Reference Acoustic maps (JSON Annotations)

For the development set, we provide high-definition acoustic images generated from the 32-channel microphone array recordings. These maps serve as the dense ground-truth representation for training Semantic Acoustic Imaging systems. The maps are generated at a temporal resolution of 10 fps and on a spherical uniform grid of 484 points, using the super-resolution method referenced below. The spherical maps are further interpolated into conventional 2D 360° images in an equirectangular format. Additionally, since the original maps capture contributions from all sources, peaks around the active sources of the target sound classes are cropped using spherical polygonal masks. The isolated power maps, one per active target sound event at each frame, are then registered as individual sound event-based annotations.

Publication

Adrian S Roman, Iran R Roman, and Juan P Bello. Latent acoustic mapping for direction of arrival estimation: a self-supervised approach. In 2025 IEEE Workshop on Applications of Signal Processing to Audio and Acoustics (WASPAA), 1–5. IEEE, 2025.
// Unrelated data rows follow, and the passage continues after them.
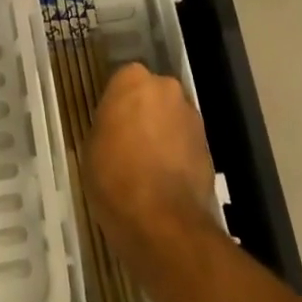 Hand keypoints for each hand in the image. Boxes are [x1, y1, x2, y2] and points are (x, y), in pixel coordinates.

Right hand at [84, 62, 216, 265]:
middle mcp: (166, 88)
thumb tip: (117, 127)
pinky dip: (178, 155)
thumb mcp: (92, 146)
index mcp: (132, 80)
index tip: (111, 124)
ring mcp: (191, 116)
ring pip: (172, 118)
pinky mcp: (209, 146)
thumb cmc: (114, 176)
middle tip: (129, 142)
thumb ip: (108, 124)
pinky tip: (166, 181)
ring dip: (163, 134)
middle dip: (145, 113)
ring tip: (149, 166)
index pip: (124, 81)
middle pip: (153, 96)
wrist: (161, 220)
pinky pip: (186, 143)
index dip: (118, 104) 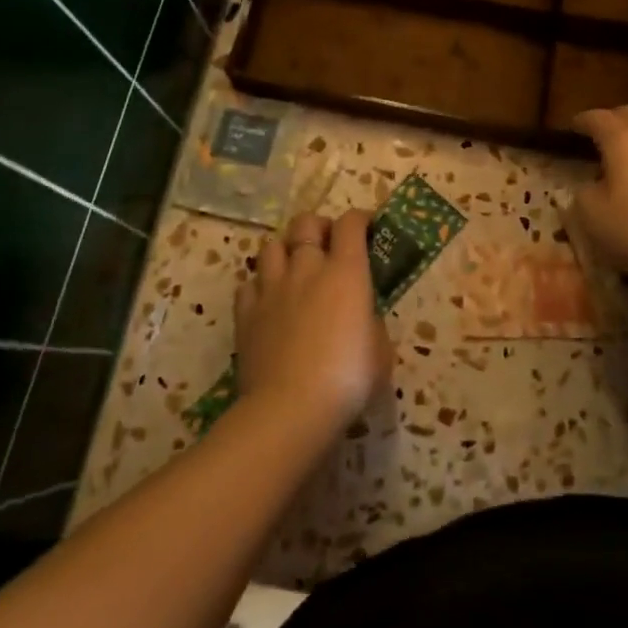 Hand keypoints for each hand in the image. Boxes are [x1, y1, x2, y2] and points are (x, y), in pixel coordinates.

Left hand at [236, 210, 388, 436]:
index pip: (350, 224)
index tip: (368, 227)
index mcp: (346, 272)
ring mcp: (272, 289)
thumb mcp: (381, 351)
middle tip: (328, 244)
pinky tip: (268, 301)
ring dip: (286, 250)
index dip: (360, 218)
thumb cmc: (348, 378)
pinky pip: (248, 284)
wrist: (290, 408)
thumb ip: (372, 323)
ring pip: (271, 246)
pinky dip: (259, 286)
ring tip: (294, 268)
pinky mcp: (246, 314)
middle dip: (318, 226)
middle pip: (305, 224)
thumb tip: (362, 318)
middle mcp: (307, 268) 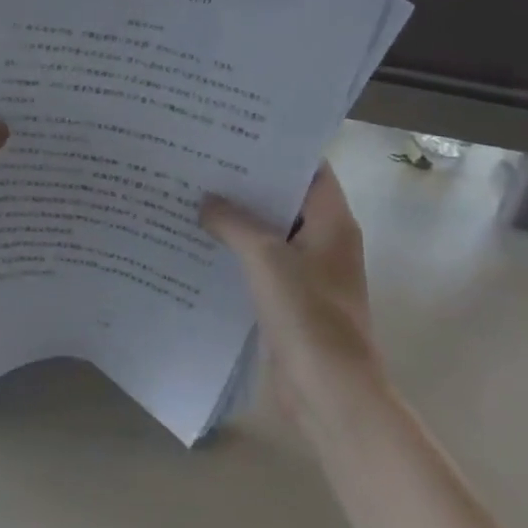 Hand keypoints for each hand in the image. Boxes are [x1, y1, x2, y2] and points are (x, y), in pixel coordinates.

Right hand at [200, 163, 381, 419]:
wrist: (330, 392)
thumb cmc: (307, 315)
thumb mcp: (265, 258)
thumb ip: (234, 223)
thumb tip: (206, 201)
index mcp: (333, 222)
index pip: (310, 169)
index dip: (278, 150)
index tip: (236, 135)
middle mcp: (324, 241)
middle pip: (286, 199)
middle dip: (248, 183)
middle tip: (203, 162)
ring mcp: (308, 272)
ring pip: (270, 233)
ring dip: (238, 219)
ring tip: (194, 195)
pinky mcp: (290, 299)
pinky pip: (261, 264)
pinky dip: (236, 252)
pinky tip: (200, 243)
Latent Acoustic Mapping for Direction of Arrival Estimation: A Self-Supervised Approach

The acoustic maps are provided within .json files, one per recording. The annotations field contains a list of dictionary entries, where each entry represents an active sound-producing object at a specific frame.
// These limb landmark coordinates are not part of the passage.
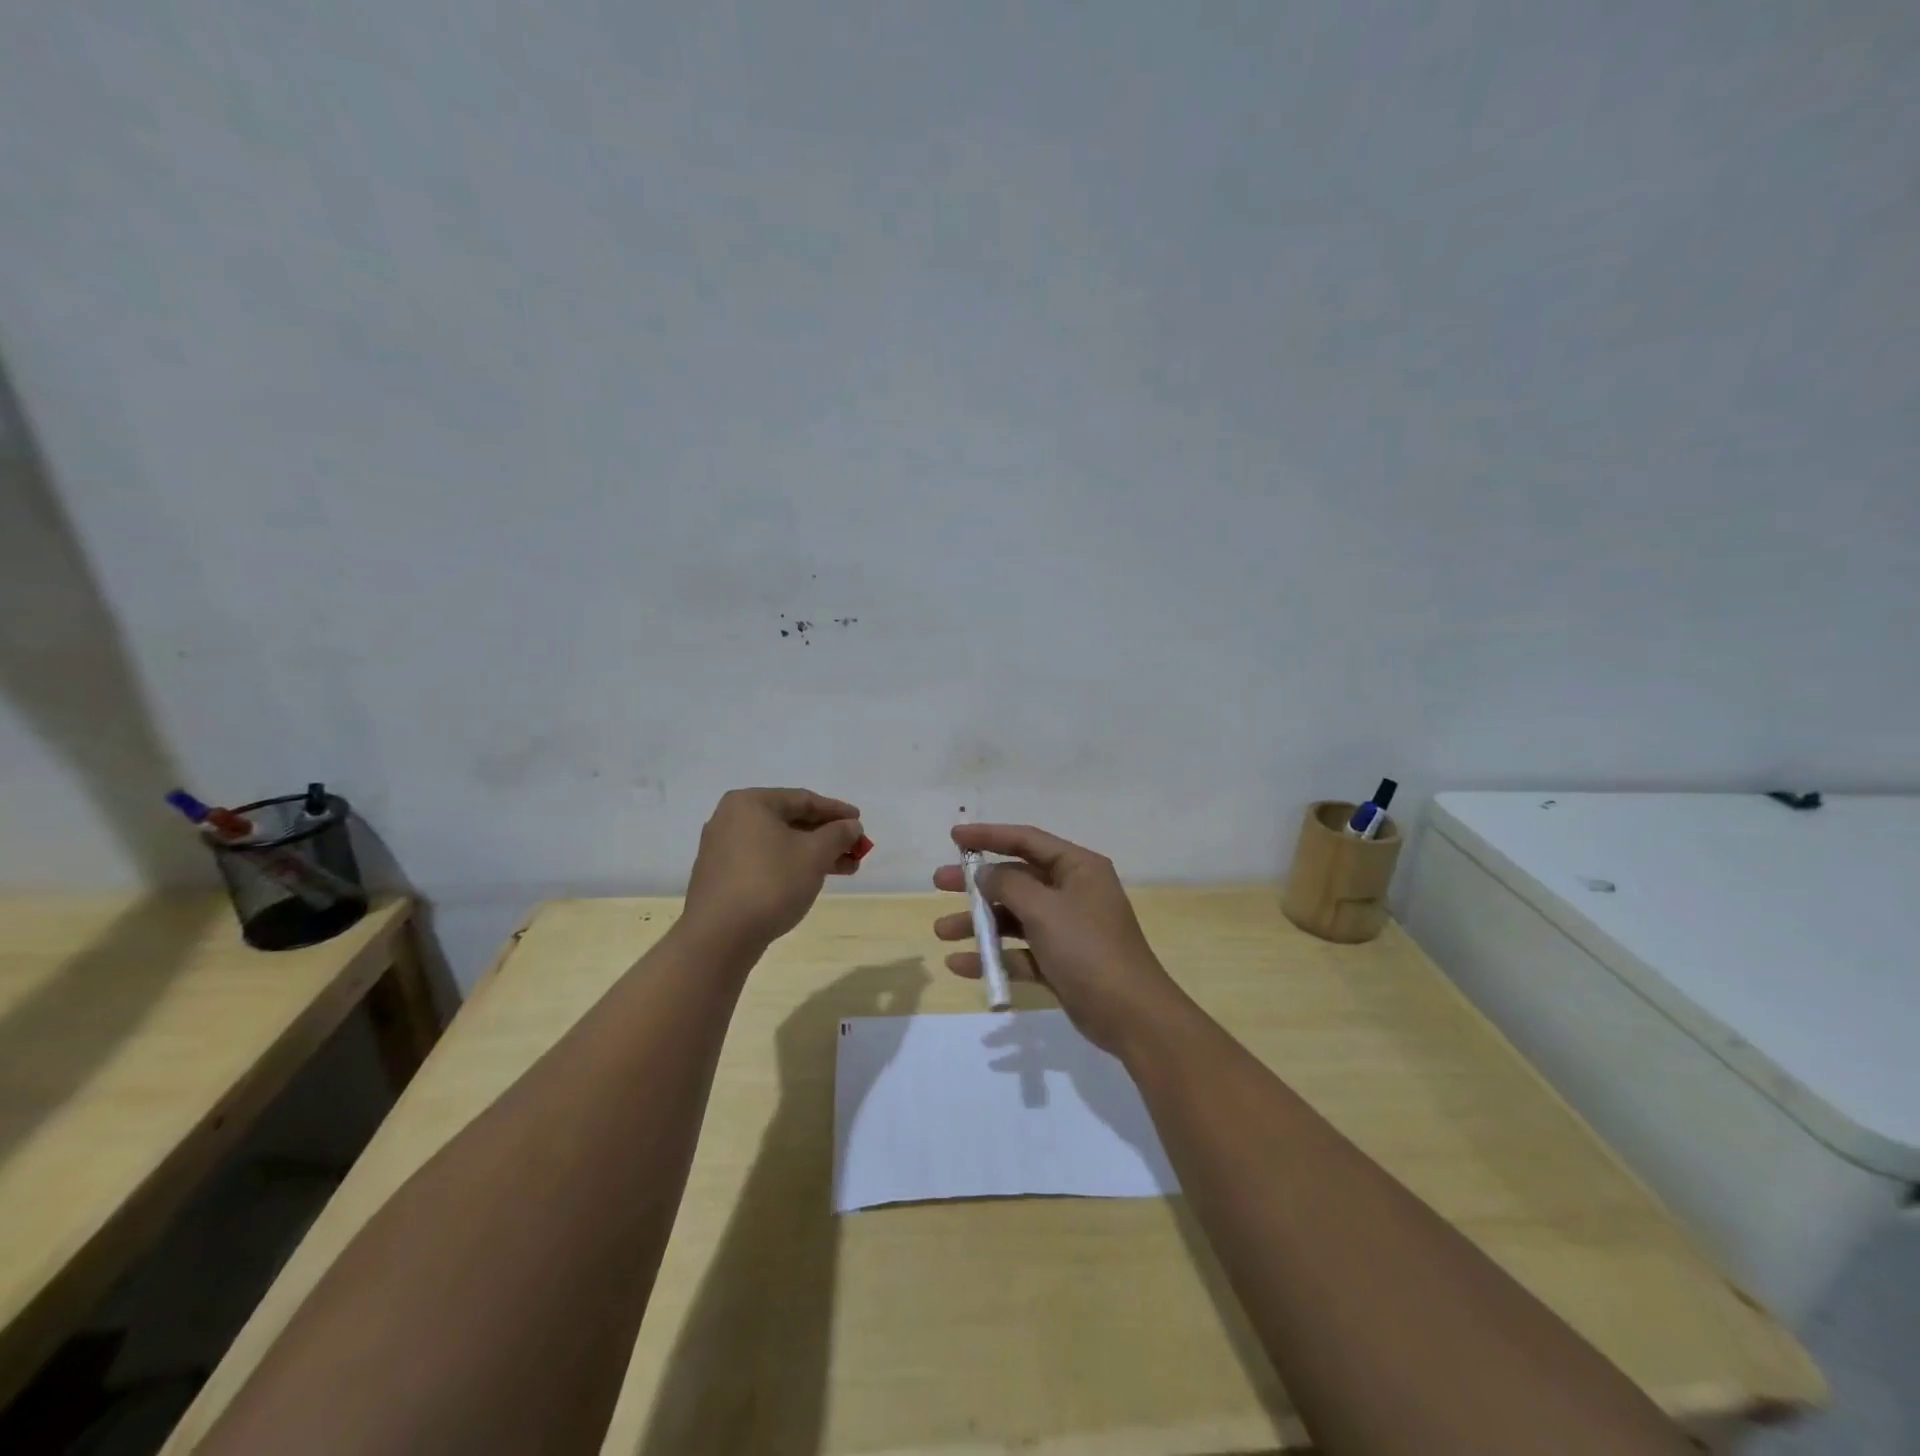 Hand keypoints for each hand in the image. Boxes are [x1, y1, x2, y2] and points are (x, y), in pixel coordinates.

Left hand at [684, 788, 864, 947]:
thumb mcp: (814, 854)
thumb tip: (851, 826)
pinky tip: (811, 880)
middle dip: (827, 836)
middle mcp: (731, 819)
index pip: (803, 799)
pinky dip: (791, 865)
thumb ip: (838, 834)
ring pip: (778, 843)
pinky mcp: (721, 876)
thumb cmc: (770, 883)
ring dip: (813, 853)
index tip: (860, 822)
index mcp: (750, 803)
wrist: (719, 937)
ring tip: (845, 870)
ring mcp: (722, 849)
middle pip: (790, 821)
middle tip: (856, 850)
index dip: (836, 811)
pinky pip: (764, 861)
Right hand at [932, 824, 1184, 1055]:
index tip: (955, 838)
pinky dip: (993, 956)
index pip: (1027, 840)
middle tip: (939, 883)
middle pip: (1016, 878)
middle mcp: (1072, 892)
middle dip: (977, 883)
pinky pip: (1020, 952)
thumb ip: (1009, 885)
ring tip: (942, 931)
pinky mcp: (1060, 962)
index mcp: (1077, 868)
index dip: (989, 836)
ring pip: (1014, 917)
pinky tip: (960, 964)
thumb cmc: (1088, 948)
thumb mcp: (1044, 909)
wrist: (1131, 1015)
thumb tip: (985, 873)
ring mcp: (1066, 928)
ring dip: (979, 923)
Each annotation entry contains the following structured fields:

  • metadata_frame_index: Indicates the frame where the annotation is active. Important: The temporal resolution (frame rate) is 10 FPS.
  • instance_id: A unique identifier used to track sound sources across multiple frames (consistent with STARSS23 source_id).
  • category_id: An integer mapping to the STARSS23 labels.
  • distance: The distance of the sound source from the microphone, measured in centimeters.
  • segmentation: Contains the full filled polygon(s) representing the source's spatial extent and directional intensity.
    • There may be more than one polygon per annotation (for example, if an object wraps around the edge of the 360-degree video, resulting in a split polygon).
    • Coordinates & Intensity: Each item making up a polygon is a 3D array formatted as [x, y, intensity]. The first two values represent the x and y spatial coordinates, and the final value represents the pixel intensity (standardized acoustic amplitude between zero and 1, such that zero is the minimum amplitude for the recordings within the training split, and 1 the maximum amplitude).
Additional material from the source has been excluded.